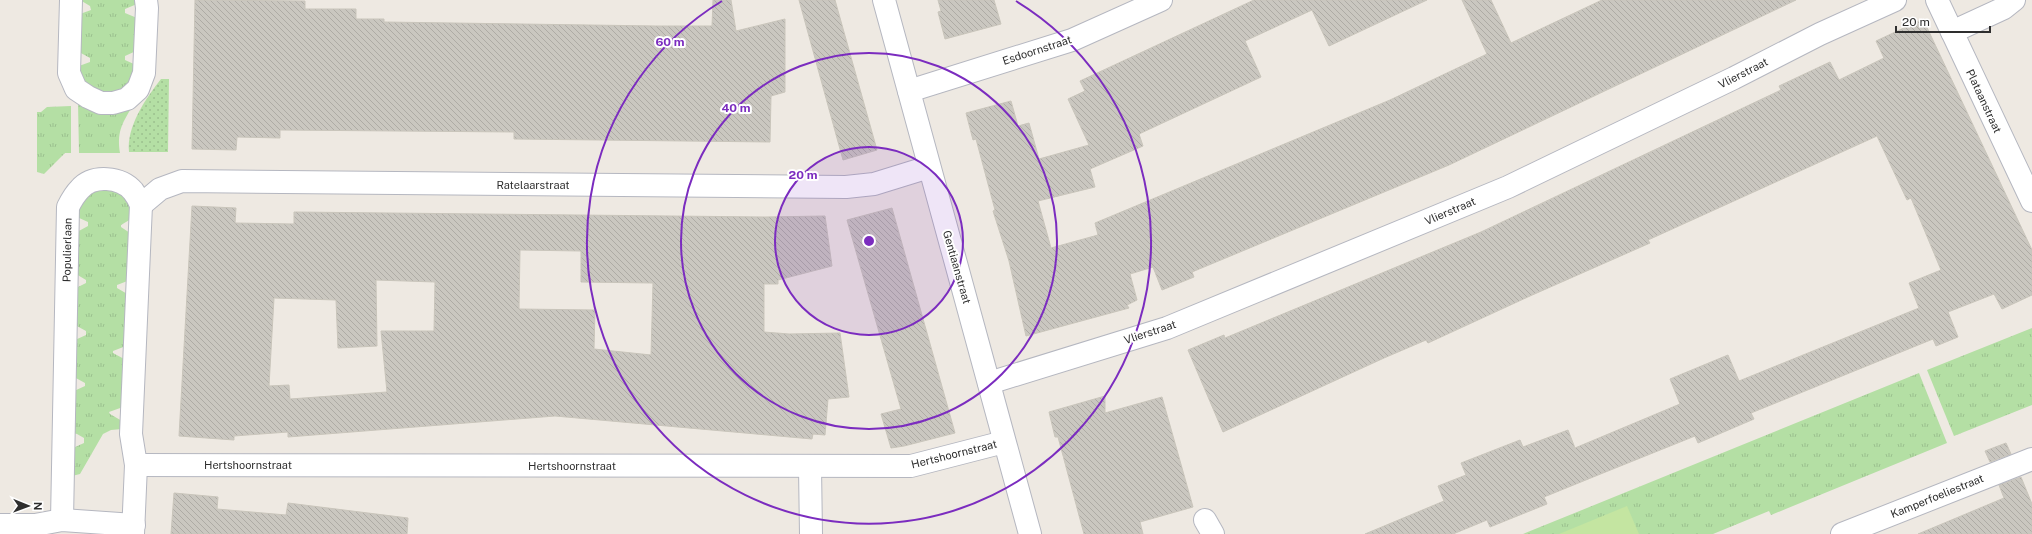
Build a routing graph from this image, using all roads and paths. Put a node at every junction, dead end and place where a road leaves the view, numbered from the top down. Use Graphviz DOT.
graph roads {
  1 [pos="71,0"];
  2 [pos="146,0"];
  3 [pos="884,0"];
  4 [pos="1161,0"];
  5 [pos="1895,0"];
  6 [pos="1937,0"];
  7 [pos="2014,0"];
  8 [pos="1952,32"];
  9 [pos="909,91"];
  10 [pos="929,167"];
  11 [pos="2032,201"];
  12 [pos="141,205"];
  13 [pos="989,383"];
  14 [pos="1004,442"];
  15 [pos="2032,458"];
  16 [pos="136,465"];
  17 [pos="810,467"];
  18 [pos="62,520"];
  19 [pos="0,525"];
  20 [pos="133,529"];
  21 [pos="811,534"];
  22 [pos="1030,534"];
  23 [pos="1842,534"];
  1 -- 2 [label="street"];
  3 -- 9 [label="street, Gentiaanstraat"];
  4 -- 9 [label="street, Esdoornstraat"];
  5 -- 13 [label="street, Vlierstraat"];
  6 -- 8 [label="street, Plataanstraat"];
  7 -- 8 [label="street"];
  8 -- 11 [label="street, Plataanstraat"];
  9 -- 10 [label="street, Gentiaanstraat"];
  10 -- 12 [label="street, Ratelaarstraat"];
  10 -- 13 [label="street, Gentiaanstraat"];
  12 -- 16 [label="street"];
  12 -- 18 [label="street, Populierlaan"];
  13 -- 14 [label="street, Gentiaanstraat"];
  14 -- 17 [label="street, Hertshoornstraat"];
  14 -- 22 [label="street, Gentiaanstraat"];
  15 -- 23 [label="street, Kamperfoeliestraat"];
  16 -- 17 [label="street, Hertshoornstraat"];
  16 -- 20 [label="street"];
  17 -- 21 [label="street"];
  18 -- 19 [label="street"];
  18 -- 20 [label="street"];
}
---------------
• _PROBLEM_
If a line in the data above includes the string "Plataanstraat", copy it.

• _ANSWER TO THIS TASK_
  6 -- 8 [label="street, Plataanstraat"];
  8 -- 11 [label="street, Plataanstraat"];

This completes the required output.